Above: Jukebox Tab signed by Chris Farlowe


Tuesday, October 28th, 2008

Simon Smith And The Amazing Dancing Bear / Alan Price Set

Listen: Simon Smith And The Amazing Dancing Bear / Alan Price Set
Simon Smith And The Amazing Dancing Bear / Alan Price Set

His original band, The Alan Price Combo, morphed into The Animals once Eric Burdon joined up. A few years later though, he left forming The Alan Price Set, a six piece that included a few brass players. Weened as many of the Flamingo All-Nighter keyboardists were, on Jimmy Smith and Jimmy McGriff, he and the band’s live show was probably way more blues, rootsy and jazzy than the singles released. All but the first (‘I Put A Spell On You’) were polished up for the charts, but it worked. They had a string of hits, and like Manfred Mann during the period, chose really interesting material to cover. One example being this Randy Newman song. With a great voice like his, these singles just had magic. I remember seeing a B&W clip of this on AMERICAN BANDSTAND back then. God I wish it would turn up on youtube.
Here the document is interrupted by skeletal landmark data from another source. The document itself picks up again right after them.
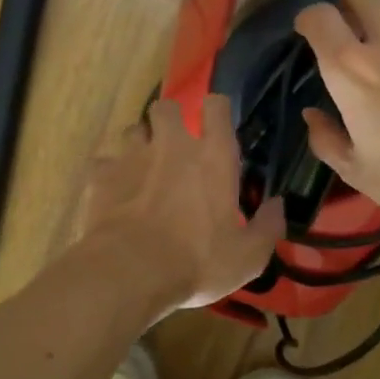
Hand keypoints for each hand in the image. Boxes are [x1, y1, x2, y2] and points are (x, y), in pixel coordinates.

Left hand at [77, 96, 285, 315]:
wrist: (129, 272)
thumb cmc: (197, 262)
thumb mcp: (248, 256)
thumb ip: (268, 227)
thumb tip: (278, 205)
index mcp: (213, 157)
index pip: (216, 107)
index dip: (216, 110)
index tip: (215, 124)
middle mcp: (172, 145)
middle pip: (166, 106)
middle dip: (169, 118)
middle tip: (173, 145)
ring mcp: (131, 157)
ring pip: (133, 130)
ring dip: (139, 145)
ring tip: (142, 170)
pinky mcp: (100, 176)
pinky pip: (103, 163)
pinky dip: (109, 175)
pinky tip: (113, 195)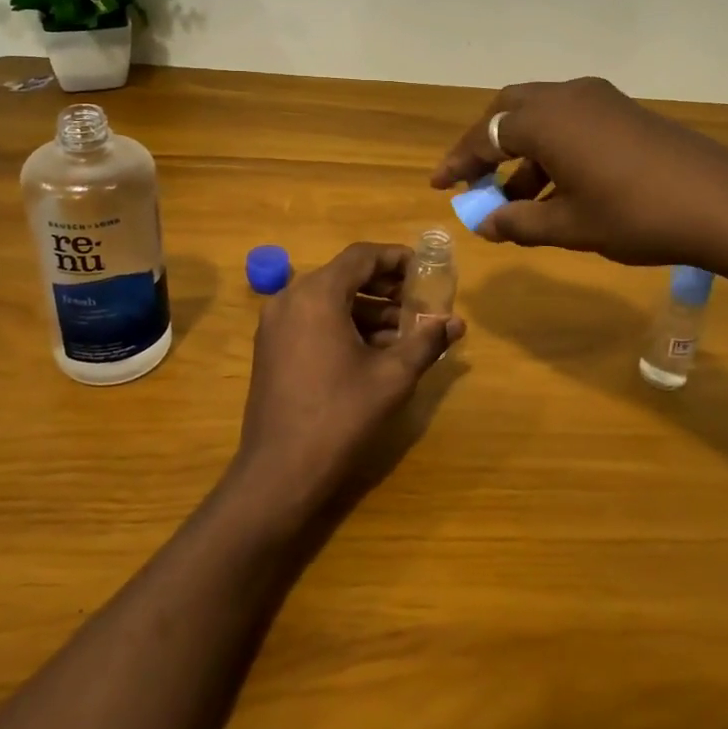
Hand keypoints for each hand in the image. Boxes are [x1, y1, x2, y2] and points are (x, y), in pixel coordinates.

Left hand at [231, 242, 464, 522]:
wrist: (280, 472)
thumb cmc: (340, 416)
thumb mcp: (392, 377)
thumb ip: (426, 341)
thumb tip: (456, 323)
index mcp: (317, 295)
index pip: (362, 256)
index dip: (397, 258)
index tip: (426, 271)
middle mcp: (290, 299)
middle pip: (345, 275)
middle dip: (386, 286)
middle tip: (420, 301)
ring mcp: (275, 324)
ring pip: (329, 300)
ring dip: (368, 308)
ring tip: (406, 331)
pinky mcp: (271, 348)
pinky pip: (313, 320)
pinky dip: (344, 324)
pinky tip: (374, 350)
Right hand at [429, 76, 727, 276]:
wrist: (724, 204)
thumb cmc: (635, 215)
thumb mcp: (569, 226)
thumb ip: (519, 222)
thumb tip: (485, 225)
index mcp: (546, 119)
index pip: (486, 134)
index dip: (459, 162)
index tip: (440, 186)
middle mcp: (567, 96)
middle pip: (510, 112)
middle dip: (487, 145)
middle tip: (473, 180)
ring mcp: (600, 100)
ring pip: (542, 117)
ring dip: (521, 152)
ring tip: (514, 200)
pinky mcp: (624, 111)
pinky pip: (571, 123)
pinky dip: (552, 150)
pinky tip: (555, 190)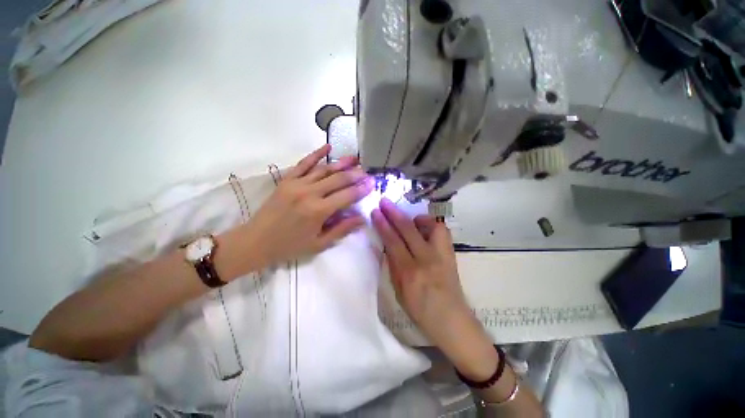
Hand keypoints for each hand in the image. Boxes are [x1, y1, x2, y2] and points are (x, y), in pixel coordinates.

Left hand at [241, 144, 373, 266]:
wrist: (256, 241)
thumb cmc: (290, 246)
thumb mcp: (319, 243)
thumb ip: (342, 229)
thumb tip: (362, 218)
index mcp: (319, 211)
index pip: (347, 196)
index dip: (362, 189)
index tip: (373, 183)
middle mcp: (310, 193)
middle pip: (338, 179)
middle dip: (355, 175)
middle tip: (367, 171)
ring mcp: (297, 183)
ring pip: (324, 169)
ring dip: (342, 163)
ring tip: (355, 158)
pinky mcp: (287, 179)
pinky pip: (304, 163)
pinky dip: (316, 154)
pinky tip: (328, 147)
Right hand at [372, 198, 497, 379]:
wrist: (452, 320)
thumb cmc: (420, 310)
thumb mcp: (398, 291)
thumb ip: (393, 265)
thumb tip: (388, 244)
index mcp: (409, 273)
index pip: (392, 242)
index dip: (383, 225)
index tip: (375, 212)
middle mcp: (426, 260)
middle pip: (407, 230)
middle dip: (394, 213)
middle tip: (384, 201)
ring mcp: (441, 255)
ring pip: (428, 226)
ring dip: (414, 217)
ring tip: (406, 217)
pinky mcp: (450, 253)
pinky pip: (441, 231)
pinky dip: (430, 224)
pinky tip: (423, 227)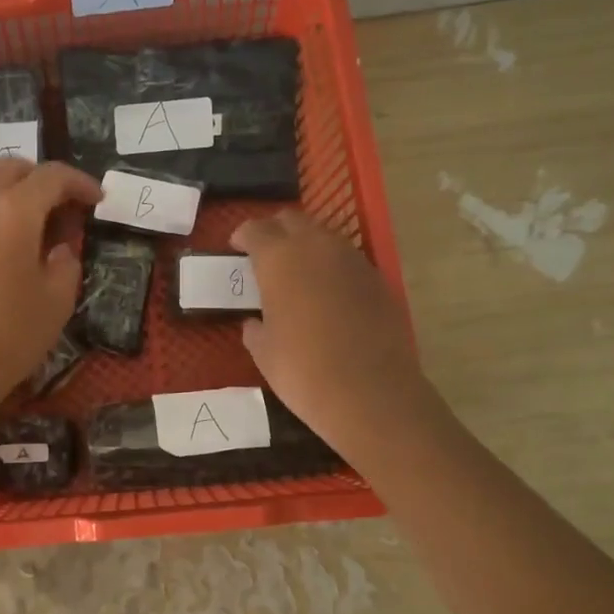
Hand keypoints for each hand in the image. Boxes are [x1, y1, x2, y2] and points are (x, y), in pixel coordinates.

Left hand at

Saturday, October 11th, 2008

Listen: Rock The Nation / Montrose
Rock The Nation / Montrose

Montrose. If it’s good it’s always good. You may remember a time in punkcentric ’77 when Montrose was a nasty word, representing the hard rock, metal hair band, LA Sunset Strip. A frozen in time culture when we were all teens and knew way more than those folks did. Yeah right. Like the reality of every musical movement, there were great things happening which we happily turned our nose to at the time. I secretly didn’t. Montrose was one. I went to LA for the 1st time in May ’73 at the invitation of Rich Fazekas, then promotion guy for United Artists. We’d stuck up a friendship (lasting until this day) as a result of him promoting their UK signings (The Move, Family. Hawkwind, Man, Help Yourself). This resulted in my self-serving position of playing them on my college station even though no one was probably listening, which was basically the situation for all of us in small towns acting as cities. Still it got me a relationship with Rich. So in May ’73, at his invitation, I schlepped to LA. Bless his heart, Rich introduced me to mexican food, took me to the Troubadour for a jaw dropping Tim Buckley show, we raided a publishing company with Greg Shaw that was dumping all their 7″ singles (I got many sick things like several copies of The Alan Price Set’s ‘I Put A Spell On You’) and took me to see The Pretty Things 1st US shows at the Whisky (which was the ultimate point of the trip originally). Somewhere in that 4 day blur, we went to Warner Brothers Studios to see Montrose making their 1st album. I vividly remember this song being recorded – but I’m not choosing to post it for nostogia or show off reasons – instead becuase it is so ‘the real thing’ and sounds it until this day – and in mono my friends, straight from my 7″. I hope you love it like I do. I never hear it anymore – not that I did then. Hopefully someone will discover it here and make Montrose some well deserved $.